Would you please write out every record exactly?

-- Material provided follows --

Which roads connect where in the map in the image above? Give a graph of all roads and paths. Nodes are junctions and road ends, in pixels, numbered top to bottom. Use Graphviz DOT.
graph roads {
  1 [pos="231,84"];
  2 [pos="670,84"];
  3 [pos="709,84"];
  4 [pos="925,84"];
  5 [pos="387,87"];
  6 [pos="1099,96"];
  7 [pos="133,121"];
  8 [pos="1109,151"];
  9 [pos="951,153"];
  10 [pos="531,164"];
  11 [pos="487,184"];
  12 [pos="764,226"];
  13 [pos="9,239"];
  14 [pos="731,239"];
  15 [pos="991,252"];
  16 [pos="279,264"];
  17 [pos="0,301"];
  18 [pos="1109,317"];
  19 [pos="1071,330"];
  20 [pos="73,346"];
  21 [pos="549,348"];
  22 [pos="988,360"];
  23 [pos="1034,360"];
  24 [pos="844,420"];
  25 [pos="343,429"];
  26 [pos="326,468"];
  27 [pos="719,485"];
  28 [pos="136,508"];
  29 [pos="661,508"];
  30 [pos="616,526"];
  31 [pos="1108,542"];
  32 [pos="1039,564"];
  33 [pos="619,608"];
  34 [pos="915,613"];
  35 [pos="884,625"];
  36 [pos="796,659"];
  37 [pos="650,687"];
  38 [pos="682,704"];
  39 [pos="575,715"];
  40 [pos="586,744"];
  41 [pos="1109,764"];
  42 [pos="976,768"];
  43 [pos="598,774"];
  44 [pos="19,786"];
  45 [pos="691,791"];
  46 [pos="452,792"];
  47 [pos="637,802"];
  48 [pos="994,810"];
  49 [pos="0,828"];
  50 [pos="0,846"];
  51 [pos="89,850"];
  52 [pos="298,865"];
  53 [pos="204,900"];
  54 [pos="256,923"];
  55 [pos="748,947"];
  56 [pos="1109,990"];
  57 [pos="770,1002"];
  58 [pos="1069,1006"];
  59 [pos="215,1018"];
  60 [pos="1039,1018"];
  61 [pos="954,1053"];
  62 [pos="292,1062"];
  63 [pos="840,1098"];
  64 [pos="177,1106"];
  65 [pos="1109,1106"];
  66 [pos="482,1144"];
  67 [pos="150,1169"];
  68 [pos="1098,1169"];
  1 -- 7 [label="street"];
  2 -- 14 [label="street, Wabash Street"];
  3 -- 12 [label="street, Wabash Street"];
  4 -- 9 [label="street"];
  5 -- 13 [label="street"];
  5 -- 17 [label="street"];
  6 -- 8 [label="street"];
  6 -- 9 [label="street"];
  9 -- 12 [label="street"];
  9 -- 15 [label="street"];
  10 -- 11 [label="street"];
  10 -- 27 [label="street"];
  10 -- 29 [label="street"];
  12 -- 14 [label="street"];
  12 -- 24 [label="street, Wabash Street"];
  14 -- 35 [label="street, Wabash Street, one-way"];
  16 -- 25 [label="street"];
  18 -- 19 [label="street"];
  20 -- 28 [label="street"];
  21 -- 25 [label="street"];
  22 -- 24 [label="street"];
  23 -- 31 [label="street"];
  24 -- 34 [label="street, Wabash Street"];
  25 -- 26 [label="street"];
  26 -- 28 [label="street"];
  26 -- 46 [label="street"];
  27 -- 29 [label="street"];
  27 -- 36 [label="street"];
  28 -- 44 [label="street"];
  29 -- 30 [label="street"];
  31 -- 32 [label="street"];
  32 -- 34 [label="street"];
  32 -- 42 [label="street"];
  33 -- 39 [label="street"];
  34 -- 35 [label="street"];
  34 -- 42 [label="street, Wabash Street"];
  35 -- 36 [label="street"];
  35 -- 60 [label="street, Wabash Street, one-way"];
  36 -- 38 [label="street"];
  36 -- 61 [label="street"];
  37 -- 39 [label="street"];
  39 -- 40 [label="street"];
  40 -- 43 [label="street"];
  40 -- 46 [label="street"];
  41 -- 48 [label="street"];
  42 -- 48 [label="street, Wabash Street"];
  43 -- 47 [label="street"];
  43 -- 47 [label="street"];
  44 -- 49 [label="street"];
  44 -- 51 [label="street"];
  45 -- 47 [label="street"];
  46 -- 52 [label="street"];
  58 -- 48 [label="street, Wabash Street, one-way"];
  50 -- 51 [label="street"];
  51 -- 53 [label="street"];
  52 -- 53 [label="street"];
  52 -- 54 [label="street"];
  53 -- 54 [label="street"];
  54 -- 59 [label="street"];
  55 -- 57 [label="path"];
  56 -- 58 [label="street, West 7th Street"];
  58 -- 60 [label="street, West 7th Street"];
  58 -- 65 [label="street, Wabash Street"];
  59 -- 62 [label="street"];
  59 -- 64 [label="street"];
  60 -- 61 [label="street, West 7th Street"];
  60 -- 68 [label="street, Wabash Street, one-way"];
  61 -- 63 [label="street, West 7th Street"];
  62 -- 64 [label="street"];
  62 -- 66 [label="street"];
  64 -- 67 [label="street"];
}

-- Material provided concluded --

- _Solved problem_
Which roads connect where in the map in the image above? Give a graph of all roads and paths. Nodes are junctions and road ends, in pixels, numbered top to bottom. Use Graphviz DOT.
graph roads {
  1 [pos="231,84"];
  2 [pos="670,84"];
  3 [pos="709,84"];
  4 [pos="925,84"];
  5 [pos="387,87"];
  6 [pos="1099,96"];
  7 [pos="133,121"];
  8 [pos="1109,151"];
  9 [pos="951,153"];
  10 [pos="531,164"];
  11 [pos="487,184"];
  12 [pos="764,226"];
  13 [pos="9,239"];
  14 [pos="731,239"];
  15 [pos="991,252"];
  16 [pos="279,264"];
  17 [pos="0,301"];
  18 [pos="1109,317"];
  19 [pos="1071,330"];
  20 [pos="73,346"];
  21 [pos="549,348"];
  22 [pos="988,360"];
  23 [pos="1034,360"];
  24 [pos="844,420"];
  25 [pos="343,429"];
  26 [pos="326,468"];
  27 [pos="719,485"];
  28 [pos="136,508"];
  29 [pos="661,508"];
  30 [pos="616,526"];
  31 [pos="1108,542"];
  32 [pos="1039,564"];
  33 [pos="619,608"];
  34 [pos="915,613"];
  35 [pos="884,625"];
  36 [pos="796,659"];
  37 [pos="650,687"];
  38 [pos="682,704"];
  39 [pos="575,715"];
  40 [pos="586,744"];
  41 [pos="1109,764"];
  42 [pos="976,768"];
  43 [pos="598,774"];
  44 [pos="19,786"];
  45 [pos="691,791"];
  46 [pos="452,792"];
  47 [pos="637,802"];
  48 [pos="994,810"];
  49 [pos="0,828"];
  50 [pos="0,846"];
  51 [pos="89,850"];
  52 [pos="298,865"];
  53 [pos="204,900"];
  54 [pos="256,923"];
  55 [pos="748,947"];
  56 [pos="1109,990"];
  57 [pos="770,1002"];
  58 [pos="1069,1006"];
  59 [pos="215,1018"];
  60 [pos="1039,1018"];
  61 [pos="954,1053"];
  62 [pos="292,1062"];
  63 [pos="840,1098"];
  64 [pos="177,1106"];
  65 [pos="1109,1106"];
  66 [pos="482,1144"];
  67 [pos="150,1169"];
  68 [pos="1098,1169"];
  1 -- 7 [label="street"];
  2 -- 14 [label="street, Wabash Street"];
  3 -- 12 [label="street, Wabash Street"];
  4 -- 9 [label="street"];
  5 -- 13 [label="street"];
  5 -- 17 [label="street"];
  6 -- 8 [label="street"];
  6 -- 9 [label="street"];
  9 -- 12 [label="street"];
  9 -- 15 [label="street"];
  10 -- 11 [label="street"];
  10 -- 27 [label="street"];
  10 -- 29 [label="street"];
  12 -- 14 [label="street"];
  12 -- 24 [label="street, Wabash Street"];
  14 -- 35 [label="street, Wabash Street, one-way"];
  16 -- 25 [label="street"];
  18 -- 19 [label="street"];
  20 -- 28 [label="street"];
  21 -- 25 [label="street"];
  22 -- 24 [label="street"];
  23 -- 31 [label="street"];
  24 -- 34 [label="street, Wabash Street"];
  25 -- 26 [label="street"];
  26 -- 28 [label="street"];
  26 -- 46 [label="street"];
  27 -- 29 [label="street"];
  27 -- 36 [label="street"];
  28 -- 44 [label="street"];
  29 -- 30 [label="street"];
  31 -- 32 [label="street"];
  32 -- 34 [label="street"];
  32 -- 42 [label="street"];
  33 -- 39 [label="street"];
  34 -- 35 [label="street"];
  34 -- 42 [label="street, Wabash Street"];
  35 -- 36 [label="street"];
  35 -- 60 [label="street, Wabash Street, one-way"];
  36 -- 38 [label="street"];
  36 -- 61 [label="street"];
  37 -- 39 [label="street"];
  39 -- 40 [label="street"];
  40 -- 43 [label="street"];
  40 -- 46 [label="street"];
  41 -- 48 [label="street"];
  42 -- 48 [label="street, Wabash Street"];
  43 -- 47 [label="street"];
  43 -- 47 [label="street"];
  44 -- 49 [label="street"];
  44 -- 51 [label="street"];
  45 -- 47 [label="street"];
  46 -- 52 [label="street"];
  58 -- 48 [label="street, Wabash Street, one-way"];
  50 -- 51 [label="street"];
  51 -- 53 [label="street"];
  52 -- 53 [label="street"];
  52 -- 54 [label="street"];
  53 -- 54 [label="street"];
  54 -- 59 [label="street"];
  55 -- 57 [label="path"];
  56 -- 58 [label="street, West 7th Street"];
  58 -- 60 [label="street, West 7th Street"];
  58 -- 65 [label="street, Wabash Street"];
  59 -- 62 [label="street"];
  59 -- 64 [label="street"];
  60 -- 61 [label="street, West 7th Street"];
  60 -- 68 [label="street, Wabash Street, one-way"];
  61 -- 63 [label="street, West 7th Street"];
  62 -- 64 [label="street"];
  62 -- 66 [label="street"];
  64 -- 67 [label="street"];
}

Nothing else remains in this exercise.